Go through the material below and return each line with the string "thumb" in it.
--------------------------------------------------
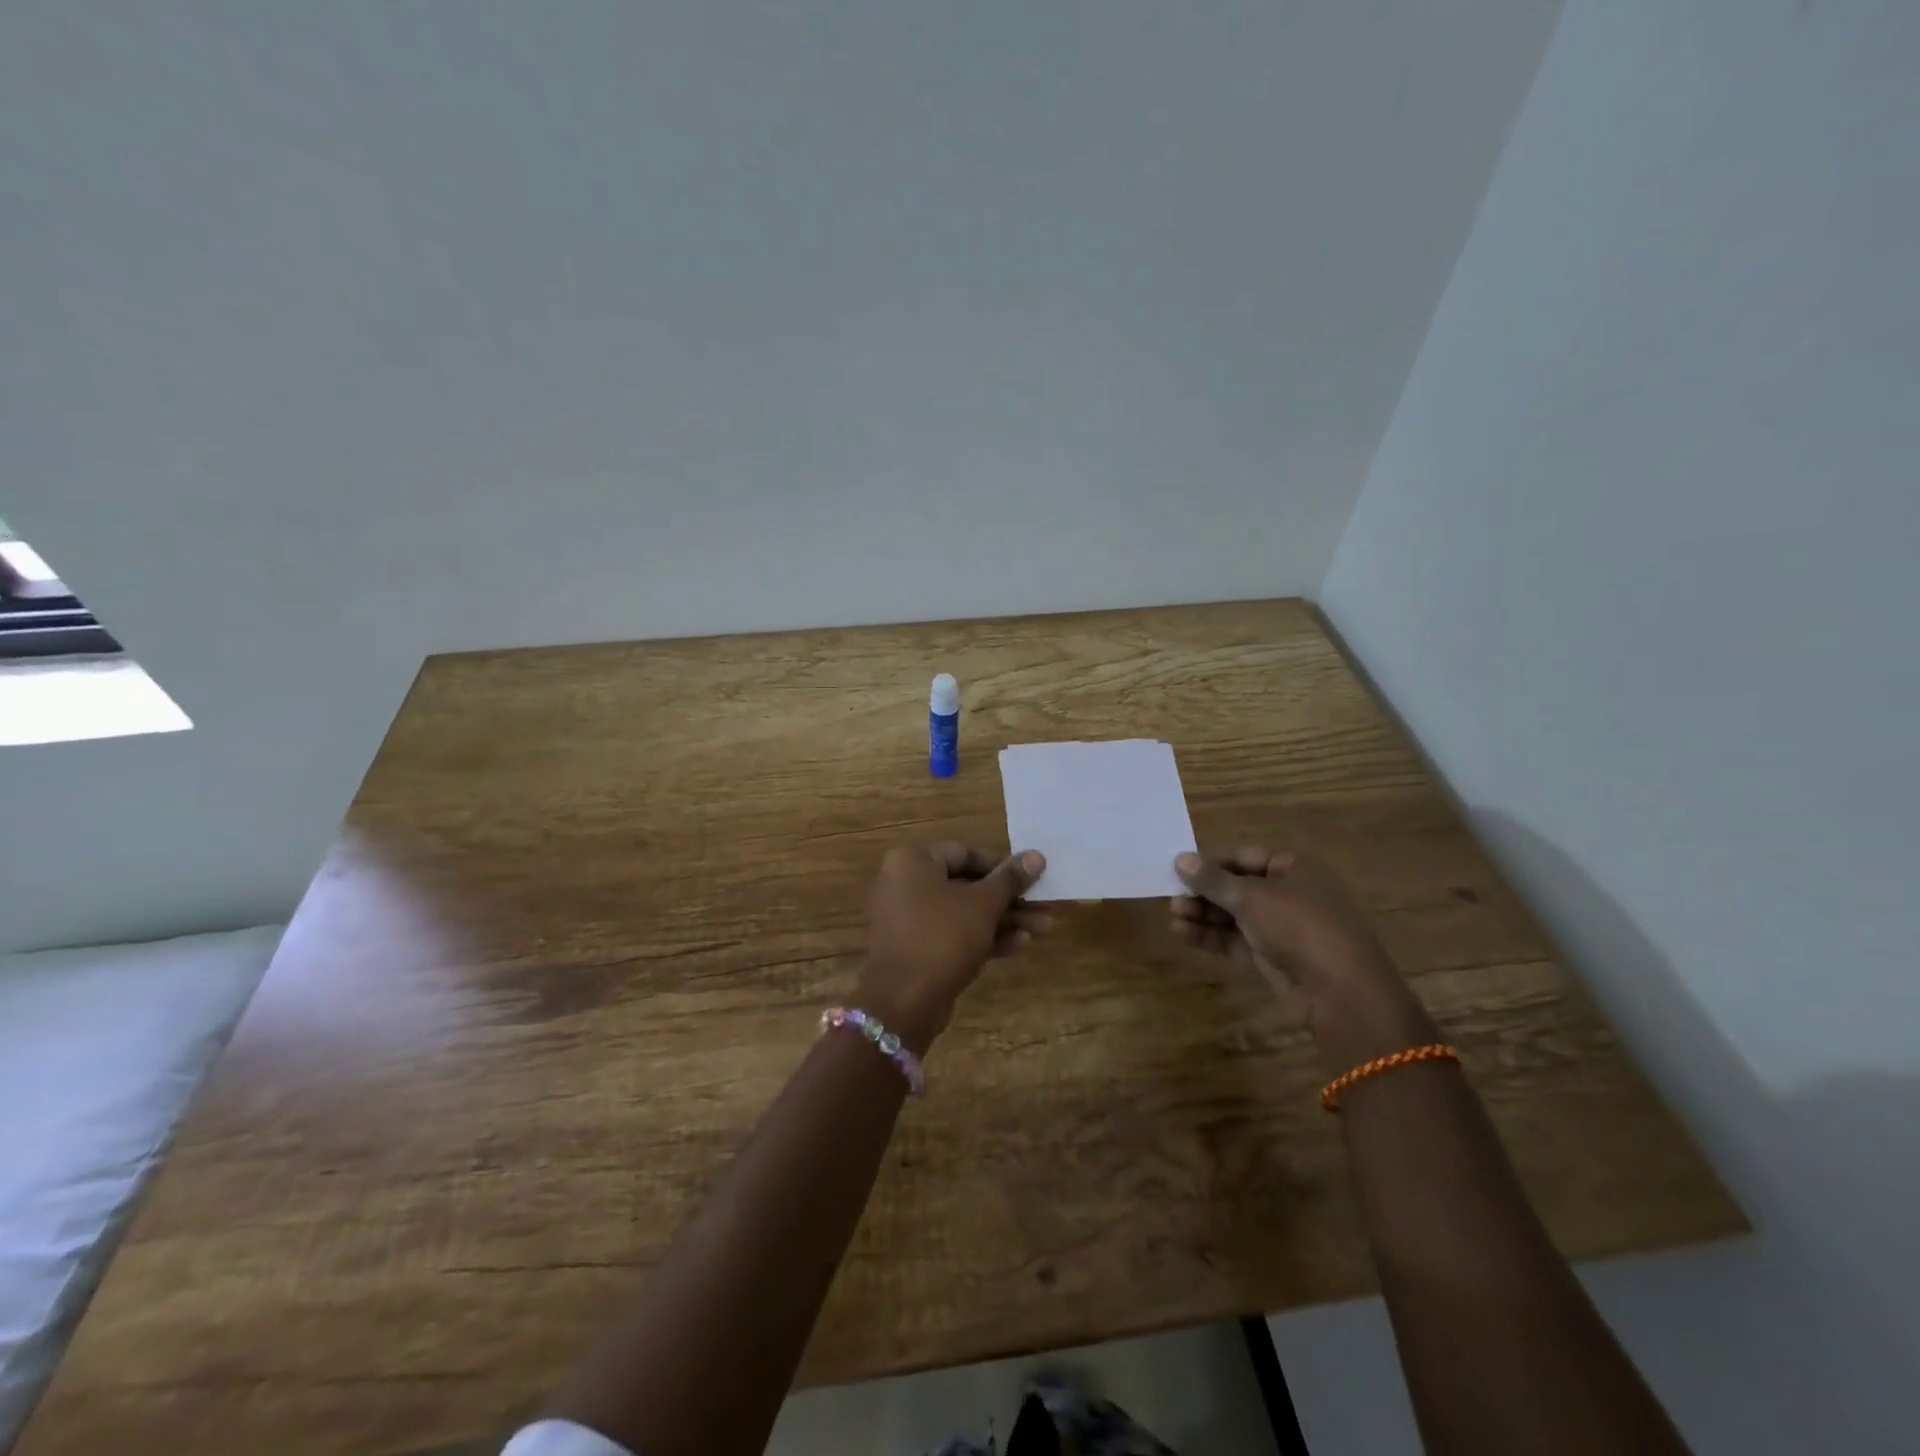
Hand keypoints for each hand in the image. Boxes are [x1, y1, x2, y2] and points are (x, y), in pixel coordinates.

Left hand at [857, 844, 1050, 1054]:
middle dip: (1010, 899)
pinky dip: (984, 937)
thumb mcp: (983, 905)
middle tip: (1045, 907)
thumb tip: (1036, 855)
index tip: (1033, 877)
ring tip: (1045, 929)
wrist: (901, 1004)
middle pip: (968, 885)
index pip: (966, 853)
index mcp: (913, 862)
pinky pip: (954, 934)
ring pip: (964, 913)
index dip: (1004, 865)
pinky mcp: (917, 949)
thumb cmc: (942, 938)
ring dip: (1004, 920)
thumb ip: (1010, 879)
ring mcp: (910, 919)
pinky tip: (1021, 945)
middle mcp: (906, 884)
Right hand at [1172, 847, 1436, 1069]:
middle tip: (1171, 897)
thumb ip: (1212, 879)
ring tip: (1173, 917)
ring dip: (1204, 915)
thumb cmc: (1298, 927)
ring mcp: (1282, 927)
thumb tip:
--------------------------------------------------
Reply:
thumb mcp: (983, 905)
thumb tip: (1036, 855)
thumb cmc: (942, 938)
thumb ip: (1010, 879)
thumb ip: (1212, 879)
thumb cmc: (1298, 927)
thumb tip:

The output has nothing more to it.